Her phone rang. She kept changing the ring tone, and right now it was the opening bars of "The Thing That Should Not Be," fat, ominous, and low. It was a portent, a warning. She knew he would call, knew the inner workings of his brain as well as he did, and she knew just as surely that she shouldn't answer the phone. So she didn't.

He would call because he was the sort of person who couldn't leave enemies behind. He had to know that everyone liked him, that he was an okay person, that he wasn't cruel or heartless or shortsighted. It was a kind of vanity, this insistence that everyone think he is honorable. Whether he is or isn't was immaterial, it was how he appeared that was most important to him. She knew he was going to call to try and mend fences, to make sure she wasn't angry with him.

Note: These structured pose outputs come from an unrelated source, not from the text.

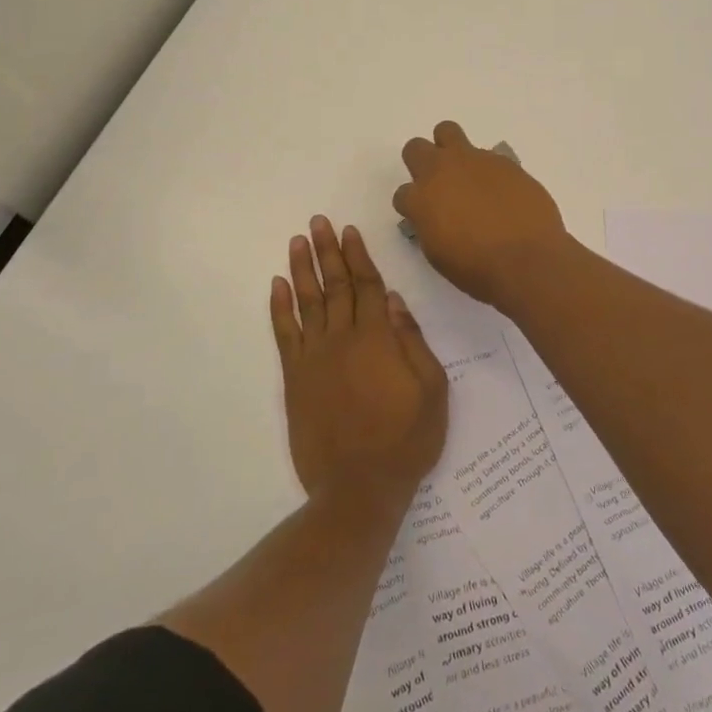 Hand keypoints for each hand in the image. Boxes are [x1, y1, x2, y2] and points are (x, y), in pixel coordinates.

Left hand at [271, 218, 448, 507]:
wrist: (359, 488)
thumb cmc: (406, 440)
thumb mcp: (433, 391)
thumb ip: (413, 342)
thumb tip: (394, 300)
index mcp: (378, 339)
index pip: (366, 285)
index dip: (358, 256)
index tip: (348, 230)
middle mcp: (342, 339)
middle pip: (334, 285)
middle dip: (327, 251)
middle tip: (317, 222)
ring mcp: (314, 358)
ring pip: (307, 302)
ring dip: (302, 269)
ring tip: (297, 242)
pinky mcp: (295, 378)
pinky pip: (284, 334)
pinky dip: (280, 308)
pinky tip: (278, 286)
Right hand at [393, 121, 569, 307]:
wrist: (528, 260)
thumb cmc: (478, 269)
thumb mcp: (439, 255)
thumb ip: (430, 227)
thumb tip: (434, 217)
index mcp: (420, 199)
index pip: (402, 194)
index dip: (412, 207)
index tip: (425, 218)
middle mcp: (442, 171)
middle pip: (416, 149)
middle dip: (421, 163)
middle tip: (439, 185)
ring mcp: (474, 160)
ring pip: (447, 132)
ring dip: (451, 149)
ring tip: (467, 174)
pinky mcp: (504, 160)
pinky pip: (487, 154)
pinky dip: (487, 169)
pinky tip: (501, 191)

If she was perfectly honest, she was simply too tired to listen to him. He would be charming, sure- he always was. He would flood her with evasions and half truths and justifications and rationalizations, get her laughing, and then part gracefully, making sure her last image of him was a pleasant one before he faded away forever. She was too tired to engage in that combat right now.

The phone stopped, then, after a beat, the tone started again, the late Cliff Burton's bass line, subterranean, lumbering and angry, full of coiled up menace. She closed her eyes and pictured him playing it, a picture in a magazine she saw once, his hair whipping around in a maelstrom of motion, but his face, in the center, quiet and focused. She imagined the chaos going on around him at the moment that picture was taken, and the calm it must have took to keep playing in the center of madness. She wished she felt that calm, that ability to maintain control, to keep doing your job in the midst of a storm.

The phone stopped again. She knew he would call again, so she waited. She felt herself beginning to fly apart, a slow motion plane crash that she called her life, and the only way she kept from screaming was to not answer the phone, to not allow him a way back in. She had to stay together, keep herself under control, remain within herself, within the limits of good behavior and decent sense, because to lose it all would be to let him win, to let him show that he was in control. To surrender control was to surrender herself, and above all, that was one trade she was unwilling to make again.

The phone started ringing again. She thought about peeking at the face of it, seeing if he left a message, but she thought better of it, didn't dare risk it. He had said he couldn't do this anymore, and that's that: you can't, she had learned, force someone to do something they weren't prepared to do. She wasn't all that mad about the decision itself- it was his to make, and he had made it. She had pushed him until he revealed what she knew he was thinking, and that was, also, simply the way it was. It wasn't really fair to demand an answer, then be upset because it wasn't the one you wanted.

She was basically just annoyed at the universe, angry that nobody ever decided that she was worth the effort. It felt like everything else in life she loved- her favorite sports teams, her favorite musicians, her favorite actors, all of it, even her children. What distressed her most was that you give them everything: devotion, time and money and energy, and in the end, they do whatever the hell they want to, no matter what.